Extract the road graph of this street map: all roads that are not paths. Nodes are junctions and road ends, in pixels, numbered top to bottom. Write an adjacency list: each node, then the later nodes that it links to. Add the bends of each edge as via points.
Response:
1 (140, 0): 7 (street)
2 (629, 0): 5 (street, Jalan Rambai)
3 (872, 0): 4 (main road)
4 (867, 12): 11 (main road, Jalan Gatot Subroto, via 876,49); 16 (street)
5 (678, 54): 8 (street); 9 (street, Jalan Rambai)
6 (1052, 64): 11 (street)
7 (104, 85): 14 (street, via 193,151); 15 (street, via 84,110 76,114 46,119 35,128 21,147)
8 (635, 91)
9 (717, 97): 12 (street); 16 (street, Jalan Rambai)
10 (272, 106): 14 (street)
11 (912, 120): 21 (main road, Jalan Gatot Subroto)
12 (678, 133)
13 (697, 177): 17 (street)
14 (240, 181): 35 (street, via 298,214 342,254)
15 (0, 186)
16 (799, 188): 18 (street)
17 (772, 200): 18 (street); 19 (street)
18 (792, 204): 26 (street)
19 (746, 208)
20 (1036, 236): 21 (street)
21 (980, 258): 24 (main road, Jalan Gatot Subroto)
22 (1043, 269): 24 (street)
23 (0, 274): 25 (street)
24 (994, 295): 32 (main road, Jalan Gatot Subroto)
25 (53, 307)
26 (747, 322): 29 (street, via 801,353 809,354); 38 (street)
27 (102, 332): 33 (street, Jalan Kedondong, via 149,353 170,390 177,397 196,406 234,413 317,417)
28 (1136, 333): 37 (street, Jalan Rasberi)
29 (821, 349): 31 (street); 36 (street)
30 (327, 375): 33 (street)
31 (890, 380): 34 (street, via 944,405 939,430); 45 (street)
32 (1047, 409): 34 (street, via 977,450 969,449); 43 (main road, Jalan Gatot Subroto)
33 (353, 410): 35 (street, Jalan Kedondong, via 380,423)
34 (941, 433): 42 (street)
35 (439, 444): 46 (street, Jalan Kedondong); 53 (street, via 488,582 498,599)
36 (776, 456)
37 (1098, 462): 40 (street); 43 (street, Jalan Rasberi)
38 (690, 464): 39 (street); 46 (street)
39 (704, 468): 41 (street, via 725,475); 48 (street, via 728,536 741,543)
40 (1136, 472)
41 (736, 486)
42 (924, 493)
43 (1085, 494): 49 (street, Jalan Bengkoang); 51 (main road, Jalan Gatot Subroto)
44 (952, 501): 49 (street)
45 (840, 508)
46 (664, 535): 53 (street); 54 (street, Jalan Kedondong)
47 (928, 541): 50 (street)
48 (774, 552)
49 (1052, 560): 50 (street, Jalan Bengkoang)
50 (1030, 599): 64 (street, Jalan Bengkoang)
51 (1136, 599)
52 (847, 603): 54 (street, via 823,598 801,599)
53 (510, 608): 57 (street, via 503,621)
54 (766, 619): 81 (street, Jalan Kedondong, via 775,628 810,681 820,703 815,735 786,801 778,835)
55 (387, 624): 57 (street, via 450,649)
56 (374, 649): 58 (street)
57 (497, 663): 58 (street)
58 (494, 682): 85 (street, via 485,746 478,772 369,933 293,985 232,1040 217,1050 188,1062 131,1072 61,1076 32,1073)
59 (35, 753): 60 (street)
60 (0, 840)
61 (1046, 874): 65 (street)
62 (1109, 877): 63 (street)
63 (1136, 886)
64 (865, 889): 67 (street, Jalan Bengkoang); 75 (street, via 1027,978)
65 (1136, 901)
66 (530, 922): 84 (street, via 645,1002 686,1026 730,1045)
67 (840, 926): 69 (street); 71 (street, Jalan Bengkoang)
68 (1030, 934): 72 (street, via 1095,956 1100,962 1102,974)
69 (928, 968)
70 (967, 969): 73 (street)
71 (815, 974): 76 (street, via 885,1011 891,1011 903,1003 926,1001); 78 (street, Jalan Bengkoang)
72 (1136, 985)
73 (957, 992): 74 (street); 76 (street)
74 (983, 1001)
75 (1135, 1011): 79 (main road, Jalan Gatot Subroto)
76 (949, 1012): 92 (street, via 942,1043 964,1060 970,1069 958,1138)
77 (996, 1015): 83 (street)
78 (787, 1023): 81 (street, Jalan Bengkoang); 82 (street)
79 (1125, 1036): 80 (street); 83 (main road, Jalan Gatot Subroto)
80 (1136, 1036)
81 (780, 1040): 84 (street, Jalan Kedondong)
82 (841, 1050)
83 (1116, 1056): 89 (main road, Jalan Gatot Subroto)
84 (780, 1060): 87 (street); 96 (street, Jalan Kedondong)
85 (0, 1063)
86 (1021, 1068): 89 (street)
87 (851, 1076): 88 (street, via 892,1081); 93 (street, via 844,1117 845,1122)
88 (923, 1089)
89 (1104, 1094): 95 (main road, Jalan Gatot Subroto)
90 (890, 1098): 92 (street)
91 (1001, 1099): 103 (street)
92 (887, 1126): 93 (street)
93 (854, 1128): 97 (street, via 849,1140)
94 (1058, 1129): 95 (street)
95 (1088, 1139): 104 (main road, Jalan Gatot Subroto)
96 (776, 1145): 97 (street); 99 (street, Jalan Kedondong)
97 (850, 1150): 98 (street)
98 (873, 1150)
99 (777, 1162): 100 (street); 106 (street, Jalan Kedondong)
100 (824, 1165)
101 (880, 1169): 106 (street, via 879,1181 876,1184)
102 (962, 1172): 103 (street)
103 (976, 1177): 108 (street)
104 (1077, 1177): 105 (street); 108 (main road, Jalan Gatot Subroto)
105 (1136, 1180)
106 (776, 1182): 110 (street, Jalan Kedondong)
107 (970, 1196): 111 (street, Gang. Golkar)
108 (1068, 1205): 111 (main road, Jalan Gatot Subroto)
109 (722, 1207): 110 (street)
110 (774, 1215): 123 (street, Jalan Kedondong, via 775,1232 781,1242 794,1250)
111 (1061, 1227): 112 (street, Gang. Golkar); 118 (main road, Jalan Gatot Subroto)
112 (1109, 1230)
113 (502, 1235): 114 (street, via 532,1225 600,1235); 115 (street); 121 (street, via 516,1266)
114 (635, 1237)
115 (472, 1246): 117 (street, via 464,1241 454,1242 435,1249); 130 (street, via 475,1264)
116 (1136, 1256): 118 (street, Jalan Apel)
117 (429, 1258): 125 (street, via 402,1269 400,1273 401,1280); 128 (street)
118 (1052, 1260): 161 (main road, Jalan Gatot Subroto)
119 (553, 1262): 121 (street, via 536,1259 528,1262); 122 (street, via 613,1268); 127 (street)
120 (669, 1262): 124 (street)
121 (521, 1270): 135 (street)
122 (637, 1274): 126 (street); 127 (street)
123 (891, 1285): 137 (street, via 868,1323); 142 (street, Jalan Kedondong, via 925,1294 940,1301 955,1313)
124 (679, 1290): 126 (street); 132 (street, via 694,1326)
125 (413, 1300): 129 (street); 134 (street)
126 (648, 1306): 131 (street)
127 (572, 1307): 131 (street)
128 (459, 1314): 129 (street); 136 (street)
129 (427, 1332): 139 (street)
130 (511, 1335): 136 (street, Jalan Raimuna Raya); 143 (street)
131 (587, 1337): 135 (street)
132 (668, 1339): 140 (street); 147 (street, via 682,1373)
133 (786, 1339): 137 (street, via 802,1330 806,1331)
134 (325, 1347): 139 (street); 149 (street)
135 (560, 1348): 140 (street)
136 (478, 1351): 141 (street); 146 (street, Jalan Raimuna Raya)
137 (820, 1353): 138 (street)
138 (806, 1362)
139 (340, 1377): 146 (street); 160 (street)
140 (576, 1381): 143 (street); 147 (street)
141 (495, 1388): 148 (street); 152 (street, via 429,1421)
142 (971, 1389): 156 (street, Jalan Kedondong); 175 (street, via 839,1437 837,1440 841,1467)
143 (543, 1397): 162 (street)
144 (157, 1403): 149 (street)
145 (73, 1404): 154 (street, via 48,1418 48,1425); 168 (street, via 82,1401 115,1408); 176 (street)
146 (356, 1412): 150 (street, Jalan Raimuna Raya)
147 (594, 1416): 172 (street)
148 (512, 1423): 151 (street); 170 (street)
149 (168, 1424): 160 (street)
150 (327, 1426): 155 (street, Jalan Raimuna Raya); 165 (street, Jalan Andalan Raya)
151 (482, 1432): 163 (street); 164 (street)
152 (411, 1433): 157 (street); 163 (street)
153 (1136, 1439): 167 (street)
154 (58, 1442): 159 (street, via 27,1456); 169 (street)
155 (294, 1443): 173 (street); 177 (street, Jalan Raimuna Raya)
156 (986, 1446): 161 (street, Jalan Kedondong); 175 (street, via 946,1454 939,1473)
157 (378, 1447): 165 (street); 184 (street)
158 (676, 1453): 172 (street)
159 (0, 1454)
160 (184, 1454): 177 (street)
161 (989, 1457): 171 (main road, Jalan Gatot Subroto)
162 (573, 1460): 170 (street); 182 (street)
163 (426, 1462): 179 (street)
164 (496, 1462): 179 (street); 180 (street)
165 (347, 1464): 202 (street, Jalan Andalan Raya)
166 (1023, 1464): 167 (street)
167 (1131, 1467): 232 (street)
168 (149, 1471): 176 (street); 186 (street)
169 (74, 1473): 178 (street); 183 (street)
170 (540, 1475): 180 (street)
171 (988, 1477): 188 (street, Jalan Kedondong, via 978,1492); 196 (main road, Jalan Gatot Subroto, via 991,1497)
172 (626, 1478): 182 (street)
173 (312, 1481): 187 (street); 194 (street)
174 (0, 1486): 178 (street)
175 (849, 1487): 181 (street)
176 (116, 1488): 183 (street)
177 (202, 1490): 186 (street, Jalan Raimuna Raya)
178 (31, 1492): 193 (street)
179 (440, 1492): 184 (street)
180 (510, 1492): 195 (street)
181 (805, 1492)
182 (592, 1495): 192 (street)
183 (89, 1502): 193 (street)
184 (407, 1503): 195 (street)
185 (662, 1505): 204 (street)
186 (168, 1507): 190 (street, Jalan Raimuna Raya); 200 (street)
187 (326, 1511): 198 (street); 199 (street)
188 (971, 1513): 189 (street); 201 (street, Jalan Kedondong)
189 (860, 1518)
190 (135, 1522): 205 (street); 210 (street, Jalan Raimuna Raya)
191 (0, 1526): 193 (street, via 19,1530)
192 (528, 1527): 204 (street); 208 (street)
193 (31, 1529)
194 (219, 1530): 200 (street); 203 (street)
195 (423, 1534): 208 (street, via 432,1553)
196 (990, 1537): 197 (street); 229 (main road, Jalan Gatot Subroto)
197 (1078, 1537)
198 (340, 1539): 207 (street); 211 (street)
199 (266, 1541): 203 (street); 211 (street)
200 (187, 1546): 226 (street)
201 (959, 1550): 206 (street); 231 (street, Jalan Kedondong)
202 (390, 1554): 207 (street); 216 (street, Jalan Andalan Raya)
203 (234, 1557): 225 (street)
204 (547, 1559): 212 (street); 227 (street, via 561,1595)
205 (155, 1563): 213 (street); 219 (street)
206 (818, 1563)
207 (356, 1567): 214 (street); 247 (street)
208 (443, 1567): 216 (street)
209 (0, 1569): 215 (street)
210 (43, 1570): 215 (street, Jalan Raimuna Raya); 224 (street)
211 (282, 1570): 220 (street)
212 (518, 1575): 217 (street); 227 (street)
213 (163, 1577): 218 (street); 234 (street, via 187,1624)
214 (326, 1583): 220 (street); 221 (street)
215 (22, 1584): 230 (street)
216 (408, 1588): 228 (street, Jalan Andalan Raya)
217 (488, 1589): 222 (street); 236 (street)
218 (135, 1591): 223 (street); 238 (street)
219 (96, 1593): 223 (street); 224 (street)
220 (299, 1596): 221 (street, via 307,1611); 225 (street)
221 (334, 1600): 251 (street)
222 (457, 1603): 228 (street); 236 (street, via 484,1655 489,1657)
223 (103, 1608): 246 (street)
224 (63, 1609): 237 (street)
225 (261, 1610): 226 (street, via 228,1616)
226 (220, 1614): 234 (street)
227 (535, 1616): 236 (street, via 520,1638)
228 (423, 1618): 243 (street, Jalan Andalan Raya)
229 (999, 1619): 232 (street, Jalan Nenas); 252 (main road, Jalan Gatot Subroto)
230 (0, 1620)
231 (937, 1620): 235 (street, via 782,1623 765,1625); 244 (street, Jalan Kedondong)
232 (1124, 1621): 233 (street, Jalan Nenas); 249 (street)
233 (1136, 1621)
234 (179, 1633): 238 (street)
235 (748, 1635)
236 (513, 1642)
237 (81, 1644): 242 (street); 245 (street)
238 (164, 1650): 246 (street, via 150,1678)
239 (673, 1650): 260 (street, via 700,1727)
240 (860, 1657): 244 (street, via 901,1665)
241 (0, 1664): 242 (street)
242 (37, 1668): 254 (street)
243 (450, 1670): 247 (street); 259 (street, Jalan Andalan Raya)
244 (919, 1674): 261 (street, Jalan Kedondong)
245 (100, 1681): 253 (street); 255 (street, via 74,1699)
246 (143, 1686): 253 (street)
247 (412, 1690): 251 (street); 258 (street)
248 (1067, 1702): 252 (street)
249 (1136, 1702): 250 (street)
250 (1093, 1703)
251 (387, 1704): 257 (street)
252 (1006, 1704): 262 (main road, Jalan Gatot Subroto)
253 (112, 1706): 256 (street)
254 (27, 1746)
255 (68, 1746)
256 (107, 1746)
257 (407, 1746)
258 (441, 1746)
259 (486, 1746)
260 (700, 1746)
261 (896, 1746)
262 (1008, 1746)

----------------------------------------

Copy out each line of the entries where the word "Andalan" is found.

150 (327, 1426): 155 (street, Jalan Raimuna Raya); 165 (street, Jalan Andalan Raya)
165 (347, 1464): 202 (street, Jalan Andalan Raya)
202 (390, 1554): 207 (street); 216 (street, Jalan Andalan Raya)
216 (408, 1588): 228 (street, Jalan Andalan Raya)
228 (423, 1618): 243 (street, Jalan Andalan Raya)
243 (450, 1670): 247 (street); 259 (street, Jalan Andalan Raya)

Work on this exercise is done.